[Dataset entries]
■ ■ ■ ■
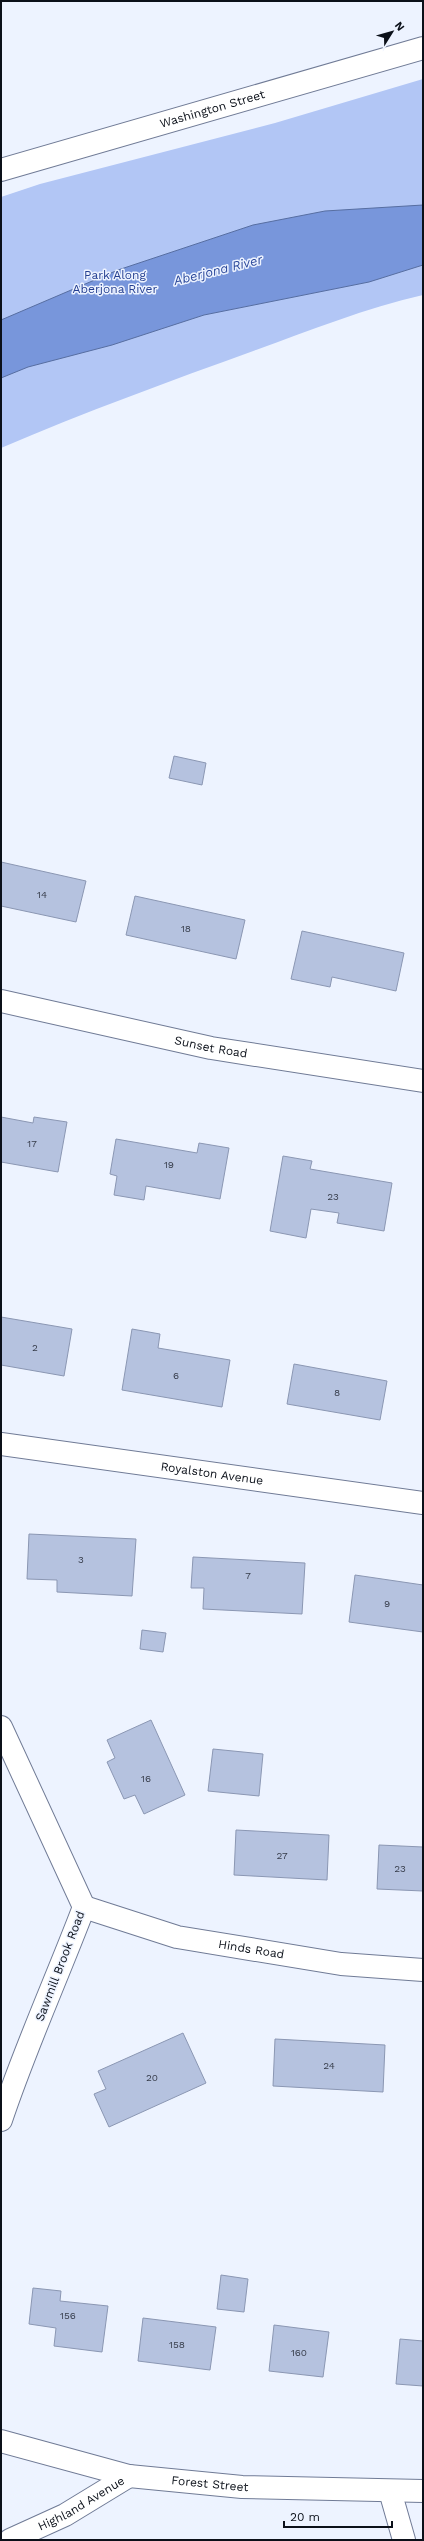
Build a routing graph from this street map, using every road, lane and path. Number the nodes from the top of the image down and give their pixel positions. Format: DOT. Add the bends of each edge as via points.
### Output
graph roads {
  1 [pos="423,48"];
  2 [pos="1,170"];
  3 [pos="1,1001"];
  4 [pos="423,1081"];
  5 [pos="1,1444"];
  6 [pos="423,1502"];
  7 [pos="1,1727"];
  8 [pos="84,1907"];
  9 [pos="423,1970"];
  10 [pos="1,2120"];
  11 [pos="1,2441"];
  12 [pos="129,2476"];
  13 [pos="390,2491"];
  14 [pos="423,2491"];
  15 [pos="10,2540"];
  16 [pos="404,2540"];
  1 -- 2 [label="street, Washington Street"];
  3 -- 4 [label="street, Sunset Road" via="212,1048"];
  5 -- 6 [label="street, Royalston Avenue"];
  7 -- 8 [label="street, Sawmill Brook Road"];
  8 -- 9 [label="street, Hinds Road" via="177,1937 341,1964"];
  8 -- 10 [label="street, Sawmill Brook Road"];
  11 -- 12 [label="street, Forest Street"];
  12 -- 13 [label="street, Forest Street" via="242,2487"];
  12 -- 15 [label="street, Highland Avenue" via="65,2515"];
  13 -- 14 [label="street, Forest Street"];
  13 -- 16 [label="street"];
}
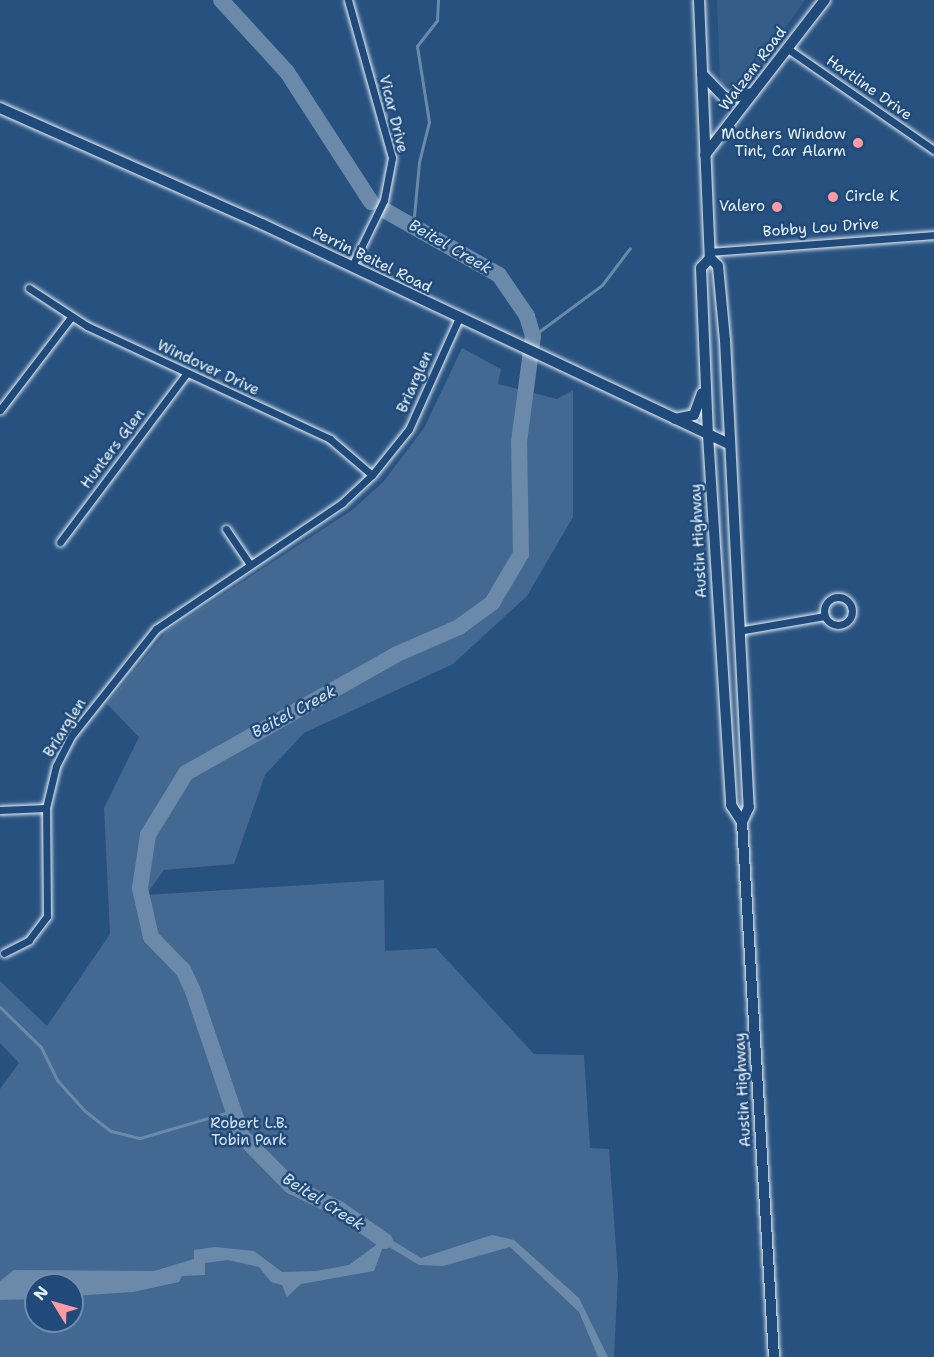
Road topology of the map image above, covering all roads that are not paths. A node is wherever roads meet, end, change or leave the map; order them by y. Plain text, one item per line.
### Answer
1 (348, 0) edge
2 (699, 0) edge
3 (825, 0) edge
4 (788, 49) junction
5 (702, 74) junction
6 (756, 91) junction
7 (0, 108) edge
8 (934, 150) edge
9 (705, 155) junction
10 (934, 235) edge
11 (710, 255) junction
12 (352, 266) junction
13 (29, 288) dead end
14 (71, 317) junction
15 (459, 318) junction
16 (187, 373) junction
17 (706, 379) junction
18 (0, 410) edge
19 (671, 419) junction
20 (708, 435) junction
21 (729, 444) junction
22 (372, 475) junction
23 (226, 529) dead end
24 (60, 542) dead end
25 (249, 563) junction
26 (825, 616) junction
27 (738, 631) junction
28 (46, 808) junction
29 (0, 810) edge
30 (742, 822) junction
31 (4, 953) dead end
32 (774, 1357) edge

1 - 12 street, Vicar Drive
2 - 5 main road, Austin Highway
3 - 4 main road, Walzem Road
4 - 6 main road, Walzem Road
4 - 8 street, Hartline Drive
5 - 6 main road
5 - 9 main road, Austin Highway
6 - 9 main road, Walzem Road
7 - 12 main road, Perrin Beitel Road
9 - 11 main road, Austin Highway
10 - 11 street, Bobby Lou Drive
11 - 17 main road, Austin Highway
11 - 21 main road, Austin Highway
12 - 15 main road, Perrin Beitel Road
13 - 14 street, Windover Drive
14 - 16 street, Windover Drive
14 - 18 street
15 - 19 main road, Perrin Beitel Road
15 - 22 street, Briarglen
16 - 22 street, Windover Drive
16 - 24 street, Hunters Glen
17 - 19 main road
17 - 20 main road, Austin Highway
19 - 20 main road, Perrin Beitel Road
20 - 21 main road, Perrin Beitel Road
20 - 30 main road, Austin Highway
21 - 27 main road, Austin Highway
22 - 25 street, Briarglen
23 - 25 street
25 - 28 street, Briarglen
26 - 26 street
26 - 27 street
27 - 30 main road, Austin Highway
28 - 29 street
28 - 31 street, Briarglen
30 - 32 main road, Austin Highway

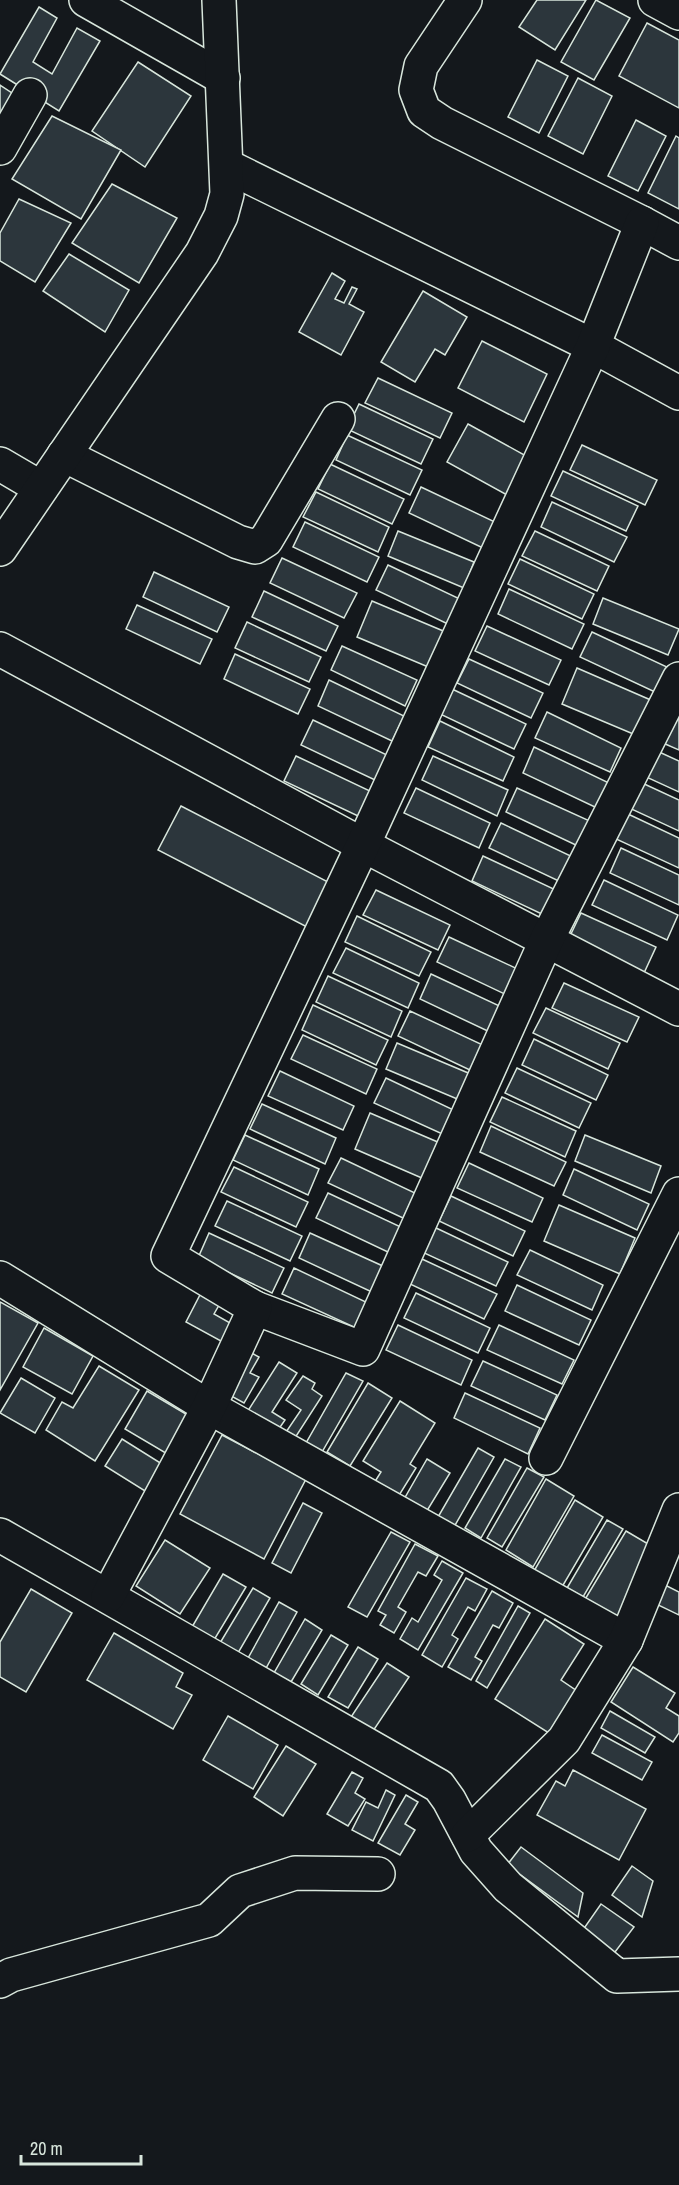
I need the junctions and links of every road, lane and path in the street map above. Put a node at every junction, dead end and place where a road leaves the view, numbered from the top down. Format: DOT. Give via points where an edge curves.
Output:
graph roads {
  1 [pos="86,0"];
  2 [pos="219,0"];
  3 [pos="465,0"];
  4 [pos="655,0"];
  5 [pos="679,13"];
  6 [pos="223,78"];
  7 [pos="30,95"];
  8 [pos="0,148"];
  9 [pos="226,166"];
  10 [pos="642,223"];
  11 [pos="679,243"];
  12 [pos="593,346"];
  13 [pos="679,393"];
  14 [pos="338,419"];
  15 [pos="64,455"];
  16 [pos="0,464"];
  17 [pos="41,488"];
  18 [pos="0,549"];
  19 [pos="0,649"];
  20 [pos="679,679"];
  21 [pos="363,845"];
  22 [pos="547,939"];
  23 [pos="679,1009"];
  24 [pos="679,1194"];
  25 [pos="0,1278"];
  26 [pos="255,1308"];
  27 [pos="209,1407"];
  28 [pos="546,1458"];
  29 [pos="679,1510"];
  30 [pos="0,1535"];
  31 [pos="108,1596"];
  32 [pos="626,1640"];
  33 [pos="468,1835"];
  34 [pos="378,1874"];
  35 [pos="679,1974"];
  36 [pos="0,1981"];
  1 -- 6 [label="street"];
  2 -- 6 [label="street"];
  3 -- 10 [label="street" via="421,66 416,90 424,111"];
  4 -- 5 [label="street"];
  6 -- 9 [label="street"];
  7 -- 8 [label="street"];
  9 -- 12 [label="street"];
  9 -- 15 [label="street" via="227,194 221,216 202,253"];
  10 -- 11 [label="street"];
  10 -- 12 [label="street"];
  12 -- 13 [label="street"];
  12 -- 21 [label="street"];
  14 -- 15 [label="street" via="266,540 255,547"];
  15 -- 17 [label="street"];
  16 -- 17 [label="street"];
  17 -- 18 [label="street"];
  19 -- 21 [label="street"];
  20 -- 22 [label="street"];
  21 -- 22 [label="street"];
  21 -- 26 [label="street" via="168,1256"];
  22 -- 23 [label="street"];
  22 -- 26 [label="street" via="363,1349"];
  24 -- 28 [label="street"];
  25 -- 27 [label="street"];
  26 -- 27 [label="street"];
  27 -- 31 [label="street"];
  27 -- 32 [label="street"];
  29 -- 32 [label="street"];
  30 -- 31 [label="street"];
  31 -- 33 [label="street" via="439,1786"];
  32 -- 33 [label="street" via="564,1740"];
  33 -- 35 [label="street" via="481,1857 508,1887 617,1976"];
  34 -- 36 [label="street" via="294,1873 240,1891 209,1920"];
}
■ ■ ■ ■
| HOW TO COMPLETE THIS TASK |
Locate the word "Highway" in the data above. Copy every line carrying it.

| ANSWER |
2 - 5 main road, Austin Highway
5 - 9 main road, Austin Highway
9 - 11 main road, Austin Highway
11 - 17 main road, Austin Highway
11 - 21 main road, Austin Highway
17 - 20 main road, Austin Highway
20 - 30 main road, Austin Highway
21 - 27 main road, Austin Highway
27 - 30 main road, Austin Highway
30 - 32 main road, Austin Highway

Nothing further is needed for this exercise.